Bence bu çeviri daha uygun ve sade. Ek olarak _Fortunately I became a doctor_ da diyebilirsin.


----------



## RimeoftheAncientMariner

Arti olarak.

I am glad that i am a physician.


----------



## brokok

Rallino said:


> Thank God I became a doctor.


Thanks to god that i became doctor 
Daha doğru olmaz mı?


----------



## Smeros

brokok said:


> Thanks to god that i became doctor
> Daha doğru olmaz mı?



Amacınız bir tür dua etmek değilse, "thanks to god" demenize gerek yok. Thank god yeterlidir. _Thanks to god for making me a doctor._


----------



## Schizophrenic Cat

stdbrk said:


> iyi ki diyip arkasından bir şeyler söyleyecegimzi zaman ne dememiz lazım?
> mesela "iyi ki doktor olmuşum"
> bunu nasıl çeviririz?



% 100 çevirisi: It's just as well.

It's just as well I have brought my umbrella with me since it's raining cats and dogs now → iyi ki yanıma şemsiye almışım çünkü yağmur çok ağır yağıyor.


----------



## stdbrk

Schizophrenic Cat said:


> % 100 çevirisi: It's just as well.
> 
> It's just as well I have brought my umbrella with me since it's raining cats and dogs now → iyi ki yanıma şemsiye almışım çünkü yağmur çok ağır yağıyor.


Harikasın  Teşekkürler.


----------



## CHovek

Schizophrenic Cat said:


> % 100 çevirisi: It's just as well.
> 
> It's just as well I have brought my umbrella with me since it's raining cats and dogs now → iyi ki yanıma şemsiye almışım çünkü yağmur çok ağır yağıyor.

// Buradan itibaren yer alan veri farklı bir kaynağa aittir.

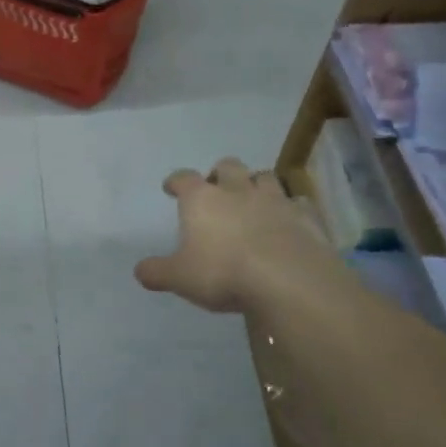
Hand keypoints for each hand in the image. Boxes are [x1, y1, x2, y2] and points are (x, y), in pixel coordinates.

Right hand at [134, 157, 340, 314]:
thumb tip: (140, 270)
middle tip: (217, 189)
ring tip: (252, 200)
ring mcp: (274, 200)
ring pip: (264, 177)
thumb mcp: (178, 278)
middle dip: (220, 174)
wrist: (288, 280)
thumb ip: (157, 272)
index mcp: (201, 199)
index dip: (175, 181)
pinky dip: (289, 208)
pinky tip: (287, 221)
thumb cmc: (223, 273)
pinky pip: (296, 203)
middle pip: (227, 166)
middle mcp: (237, 190)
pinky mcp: (304, 216)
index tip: (171, 187)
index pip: (183, 178)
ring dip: (256, 184)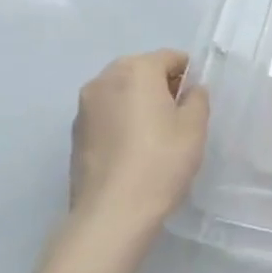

Bu kalıbı hep "neyseki" anlamında algıladım,çünkü hep yakın geçmiş zamanındaki olumsuzluktan şans eseri yırtma durumlarında kullanılıyor. Merriam'da  "good even if not expected or intended" şeklinde açıklanmış.


----------



## Schizophrenic Cat

stdbrk said:


> Harikasın  Teşekkürler.



Yardım edebildiysem ne mutlu.


----------



## Schizophrenic Cat

CHovek said:


> Bu kalıbı hep "neyseki" anlamında algıladım,çünkü hep yakın geçmiş zamanındaki olumsuzluktan şans eseri yırtma durumlarında kullanılıyor. Merriam'da  "good even if not expected or intended" şeklinde açıklanmış.



Aslında yine aynı yola çıkıyor sizin algınız da doğru. Neyse ki şemsiyemi yanıma almışım  = iyi ki şemsiyemi yanıma almışım. Ben ilk Cambridge de görmüştüm orada da it's a good thing diye çevirmiş. Sağolun fikir paylaşımı için.


----------



## srknpower

Schizophrenic Cat said:


> % 100 çevirisi: It's just as well.
> 
> It's just as well I have brought my umbrella with me since it's raining cats and dogs now → iyi ki yanıma şemsiye almışım çünkü yağmur çok ağır yağıyor.


Sanırım bunu biraz durumları abartmak için kullanıyorlar ve CHovek’in dediği gibi neyse ki yerine geçiyor. Bizim “İyi ki” yerine “glad”i tercih ediyorlar.

It is just as well you were born

Burada teorimi test etmiştim


----------